— Exercise description —
Return every entry exactly. Leave nothing out.

(Information supplied)

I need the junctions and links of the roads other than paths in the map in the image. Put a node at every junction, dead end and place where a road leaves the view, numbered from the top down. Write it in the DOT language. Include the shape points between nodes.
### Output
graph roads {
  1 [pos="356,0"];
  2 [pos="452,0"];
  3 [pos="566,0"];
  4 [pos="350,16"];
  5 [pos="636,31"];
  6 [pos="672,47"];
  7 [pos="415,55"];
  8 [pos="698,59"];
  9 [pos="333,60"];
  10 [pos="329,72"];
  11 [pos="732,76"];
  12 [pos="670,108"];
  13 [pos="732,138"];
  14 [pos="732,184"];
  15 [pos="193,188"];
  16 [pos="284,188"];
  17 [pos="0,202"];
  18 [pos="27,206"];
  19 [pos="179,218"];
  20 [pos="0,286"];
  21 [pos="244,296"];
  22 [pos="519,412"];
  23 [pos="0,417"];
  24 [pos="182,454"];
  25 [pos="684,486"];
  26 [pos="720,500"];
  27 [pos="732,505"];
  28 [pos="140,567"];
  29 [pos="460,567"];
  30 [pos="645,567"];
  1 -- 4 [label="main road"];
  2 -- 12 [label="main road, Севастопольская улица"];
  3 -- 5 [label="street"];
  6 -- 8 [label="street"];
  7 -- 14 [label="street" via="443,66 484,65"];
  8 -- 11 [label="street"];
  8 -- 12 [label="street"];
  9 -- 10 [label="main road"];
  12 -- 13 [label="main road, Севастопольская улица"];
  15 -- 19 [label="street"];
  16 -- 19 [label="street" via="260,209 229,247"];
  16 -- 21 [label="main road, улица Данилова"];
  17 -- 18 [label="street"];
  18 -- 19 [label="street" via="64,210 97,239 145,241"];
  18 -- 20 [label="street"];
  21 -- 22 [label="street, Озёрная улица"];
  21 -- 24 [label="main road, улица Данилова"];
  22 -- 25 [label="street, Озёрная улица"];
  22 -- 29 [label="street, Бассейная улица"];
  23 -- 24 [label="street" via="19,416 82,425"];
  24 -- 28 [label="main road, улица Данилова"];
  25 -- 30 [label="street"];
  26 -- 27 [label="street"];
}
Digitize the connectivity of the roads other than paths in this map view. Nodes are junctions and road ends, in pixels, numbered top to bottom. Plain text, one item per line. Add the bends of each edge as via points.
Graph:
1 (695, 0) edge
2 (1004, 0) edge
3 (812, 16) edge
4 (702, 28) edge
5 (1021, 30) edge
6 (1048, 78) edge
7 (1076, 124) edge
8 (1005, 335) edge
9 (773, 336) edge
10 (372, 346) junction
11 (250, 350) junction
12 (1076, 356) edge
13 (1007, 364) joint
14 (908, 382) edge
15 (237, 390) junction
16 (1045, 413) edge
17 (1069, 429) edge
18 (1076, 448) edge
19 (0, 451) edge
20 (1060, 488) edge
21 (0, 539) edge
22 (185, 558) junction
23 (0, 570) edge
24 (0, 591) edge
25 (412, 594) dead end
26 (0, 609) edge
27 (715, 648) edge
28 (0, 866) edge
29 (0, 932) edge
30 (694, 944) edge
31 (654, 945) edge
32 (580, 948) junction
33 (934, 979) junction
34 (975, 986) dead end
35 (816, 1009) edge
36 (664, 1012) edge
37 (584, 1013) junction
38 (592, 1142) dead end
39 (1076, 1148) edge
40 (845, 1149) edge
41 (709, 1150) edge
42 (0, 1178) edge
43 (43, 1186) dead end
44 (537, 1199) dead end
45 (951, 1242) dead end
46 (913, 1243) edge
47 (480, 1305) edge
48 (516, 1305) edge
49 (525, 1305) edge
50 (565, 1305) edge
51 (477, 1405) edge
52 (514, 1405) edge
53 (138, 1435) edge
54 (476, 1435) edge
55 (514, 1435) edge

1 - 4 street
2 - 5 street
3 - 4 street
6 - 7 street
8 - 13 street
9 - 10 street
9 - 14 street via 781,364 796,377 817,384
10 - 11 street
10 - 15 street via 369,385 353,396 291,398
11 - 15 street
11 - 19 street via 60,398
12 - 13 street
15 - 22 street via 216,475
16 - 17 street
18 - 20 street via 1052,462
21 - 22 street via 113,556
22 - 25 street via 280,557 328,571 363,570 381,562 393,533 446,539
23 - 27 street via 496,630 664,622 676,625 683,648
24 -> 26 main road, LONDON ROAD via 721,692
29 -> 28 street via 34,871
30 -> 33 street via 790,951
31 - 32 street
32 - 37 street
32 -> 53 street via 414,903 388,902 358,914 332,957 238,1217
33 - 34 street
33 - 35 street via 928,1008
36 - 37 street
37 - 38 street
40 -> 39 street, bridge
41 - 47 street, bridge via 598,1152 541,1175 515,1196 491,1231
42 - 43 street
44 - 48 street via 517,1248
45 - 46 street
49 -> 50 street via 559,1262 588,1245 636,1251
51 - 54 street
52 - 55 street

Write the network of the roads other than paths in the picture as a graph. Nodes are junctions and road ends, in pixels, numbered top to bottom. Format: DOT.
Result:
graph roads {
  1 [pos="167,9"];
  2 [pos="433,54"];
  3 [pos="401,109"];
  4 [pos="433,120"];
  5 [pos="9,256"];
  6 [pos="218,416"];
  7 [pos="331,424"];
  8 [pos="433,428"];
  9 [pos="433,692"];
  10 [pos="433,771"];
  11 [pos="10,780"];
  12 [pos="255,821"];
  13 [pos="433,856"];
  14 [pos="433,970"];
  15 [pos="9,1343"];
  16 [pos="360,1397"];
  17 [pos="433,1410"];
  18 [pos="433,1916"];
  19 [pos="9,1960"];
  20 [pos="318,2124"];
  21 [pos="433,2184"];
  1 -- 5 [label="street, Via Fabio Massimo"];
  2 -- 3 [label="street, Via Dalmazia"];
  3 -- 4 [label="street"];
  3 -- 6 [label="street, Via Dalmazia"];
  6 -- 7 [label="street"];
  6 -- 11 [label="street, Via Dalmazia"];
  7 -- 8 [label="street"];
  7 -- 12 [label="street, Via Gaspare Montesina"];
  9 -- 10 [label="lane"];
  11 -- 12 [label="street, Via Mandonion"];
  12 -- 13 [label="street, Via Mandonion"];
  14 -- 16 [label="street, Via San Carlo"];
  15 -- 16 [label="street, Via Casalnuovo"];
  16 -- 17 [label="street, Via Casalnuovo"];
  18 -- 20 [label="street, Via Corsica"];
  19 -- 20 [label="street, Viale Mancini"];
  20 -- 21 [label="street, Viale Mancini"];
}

(End Information supplied)

— Your response —
I need the junctions and links of the roads other than paths in the map in the image. Put a node at every junction, dead end and place where a road leaves the view, numbered from the top down. Write it in the DOT language. Include the shape points between nodes.
### Output
graph roads {
  1 [pos="356,0"];
  2 [pos="452,0"];
  3 [pos="566,0"];
  4 [pos="350,16"];
  5 [pos="636,31"];
  6 [pos="672,47"];
  7 [pos="415,55"];
  8 [pos="698,59"];
  9 [pos="333,60"];
  10 [pos="329,72"];
  11 [pos="732,76"];
  12 [pos="670,108"];
  13 [pos="732,138"];
  14 [pos="732,184"];
  15 [pos="193,188"];
  16 [pos="284,188"];
  17 [pos="0,202"];
  18 [pos="27,206"];
  19 [pos="179,218"];
  20 [pos="0,286"];
  21 [pos="244,296"];
  22 [pos="519,412"];
  23 [pos="0,417"];
  24 [pos="182,454"];
  25 [pos="684,486"];
  26 [pos="720,500"];
  27 [pos="732,505"];
  28 [pos="140,567"];
  29 [pos="460,567"];
  30 [pos="645,567"];
  1 -- 4 [label="main road"];
  2 -- 12 [label="main road, Севастопольская улица"];
  3 -- 5 [label="street"];
  6 -- 8 [label="street"];
  7 -- 14 [label="street" via="443,66 484,65"];
  8 -- 11 [label="street"];
  8 -- 12 [label="street"];
  9 -- 10 [label="main road"];
  12 -- 13 [label="main road, Севастопольская улица"];
  15 -- 19 [label="street"];
  16 -- 19 [label="street" via="260,209 229,247"];
  16 -- 21 [label="main road, улица Данилова"];
  17 -- 18 [label="street"];
  18 -- 19 [label="street" via="64,210 97,239 145,241"];
  18 -- 20 [label="street"];
  21 -- 22 [label="street, Озёрная улица"];
  21 -- 24 [label="main road, улица Данилова"];
  22 -- 25 [label="street, Озёрная улица"];
  22 -- 29 [label="street, Бассейная улица"];
  23 -- 24 [label="street" via="19,416 82,425"];
  24 -- 28 [label="main road, улица Данилова"];
  25 -- 30 [label="street"];
  26 -- 27 [label="street"];
}
Digitize the connectivity of the roads other than paths in this map view. Nodes are junctions and road ends, in pixels, numbered top to bottom. Plain text, one item per line. Add the bends of each edge as via points.
Graph:
1 (695, 0) edge
2 (1004, 0) edge
3 (812, 16) edge
4 (702, 28) edge
5 (1021, 30) edge
6 (1048, 78) edge
7 (1076, 124) edge
8 (1005, 335) edge
9 (773, 336) edge
10 (372, 346) junction
11 (250, 350) junction
12 (1076, 356) edge
13 (1007, 364) joint
14 (908, 382) edge
15 (237, 390) junction
16 (1045, 413) edge
17 (1069, 429) edge
18 (1076, 448) edge
19 (0, 451) edge
20 (1060, 488) edge
21 (0, 539) edge
22 (185, 558) junction
23 (0, 570) edge
24 (0, 591) edge
25 (412, 594) dead end
26 (0, 609) edge
27 (715, 648) edge
28 (0, 866) edge
29 (0, 932) edge
30 (694, 944) edge
31 (654, 945) edge
32 (580, 948) junction
33 (934, 979) junction
34 (975, 986) dead end
35 (816, 1009) edge
36 (664, 1012) edge
37 (584, 1013) junction
38 (592, 1142) dead end
39 (1076, 1148) edge
40 (845, 1149) edge
41 (709, 1150) edge
42 (0, 1178) edge
43 (43, 1186) dead end
44 (537, 1199) dead end
45 (951, 1242) dead end
46 (913, 1243) edge
47 (480, 1305) edge
48 (516, 1305) edge
49 (525, 1305) edge
50 (565, 1305) edge
51 (477, 1405) edge
52 (514, 1405) edge
53 (138, 1435) edge
54 (476, 1435) edge
55 (514, 1435) edge

1 - 4 street
2 - 5 street
3 - 4 street
6 - 7 street
8 - 13 street
9 - 10 street
9 - 14 street via 781,364 796,377 817,384
10 - 11 street
10 - 15 street via 369,385 353,396 291,398
11 - 15 street
11 - 19 street via 60,398
12 - 13 street
15 - 22 street via 216,475
16 - 17 street
18 - 20 street via 1052,462
21 - 22 street via 113,556
22 - 25 street via 280,557 328,571 363,570 381,562 393,533 446,539
23 - 27 street via 496,630 664,622 676,625 683,648
24 -> 26 main road, LONDON ROAD via 721,692
29 -> 28 street via 34,871
30 -> 33 street via 790,951
31 - 32 street
32 - 37 street
32 -> 53 street via 414,903 388,902 358,914 332,957 238,1217
33 - 34 street
33 - 35 street via 928,1008
36 - 37 street
37 - 38 street
40 -> 39 street, bridge
41 - 47 street, bridge via 598,1152 541,1175 515,1196 491,1231
42 - 43 street
44 - 48 street via 517,1248
45 - 46 street
49 -> 50 street via 559,1262 588,1245 636,1251
51 - 54 street
52 - 55 street

Write the network of the roads other than paths in the picture as a graph. Nodes are junctions and road ends, in pixels, numbered top to bottom. Format: DOT.
Result:
graph roads {
  1 [pos="167,9"];
  2 [pos="433,54"];
  3 [pos="401,109"];
  4 [pos="433,120"];
  5 [pos="9,256"];
  6 [pos="218,416"];
  7 [pos="331,424"];
  8 [pos="433,428"];
  9 [pos="433,692"];
  10 [pos="433,771"];
  11 [pos="10,780"];
  12 [pos="255,821"];
  13 [pos="433,856"];
  14 [pos="433,970"];
  15 [pos="9,1343"];
  16 [pos="360,1397"];
  17 [pos="433,1410"];
  18 [pos="433,1916"];
  19 [pos="9,1960"];
  20 [pos="318,2124"];
  21 [pos="433,2184"];
  1 -- 5 [label="street, Via Fabio Massimo"];
  2 -- 3 [label="street, Via Dalmazia"];
  3 -- 4 [label="street"];
  3 -- 6 [label="street, Via Dalmazia"];
  6 -- 7 [label="street"];
  6 -- 11 [label="street, Via Dalmazia"];
  7 -- 8 [label="street"];
  7 -- 12 [label="street, Via Gaspare Montesina"];
  9 -- 10 [label="lane"];
  11 -- 12 [label="street, Via Mandonion"];
  12 -- 13 [label="street, Via Mandonion"];
  14 -- 16 [label="street, Via San Carlo"];
  15 -- 16 [label="street, Via Casalnuovo"];
  16 -- 17 [label="street, Via Casalnuovo"];
  18 -- 20 [label="street, Via Corsica"];
  19 -- 20 [label="street, Viale Mancini"];
  20 -- 21 [label="street, Viale Mancini"];
}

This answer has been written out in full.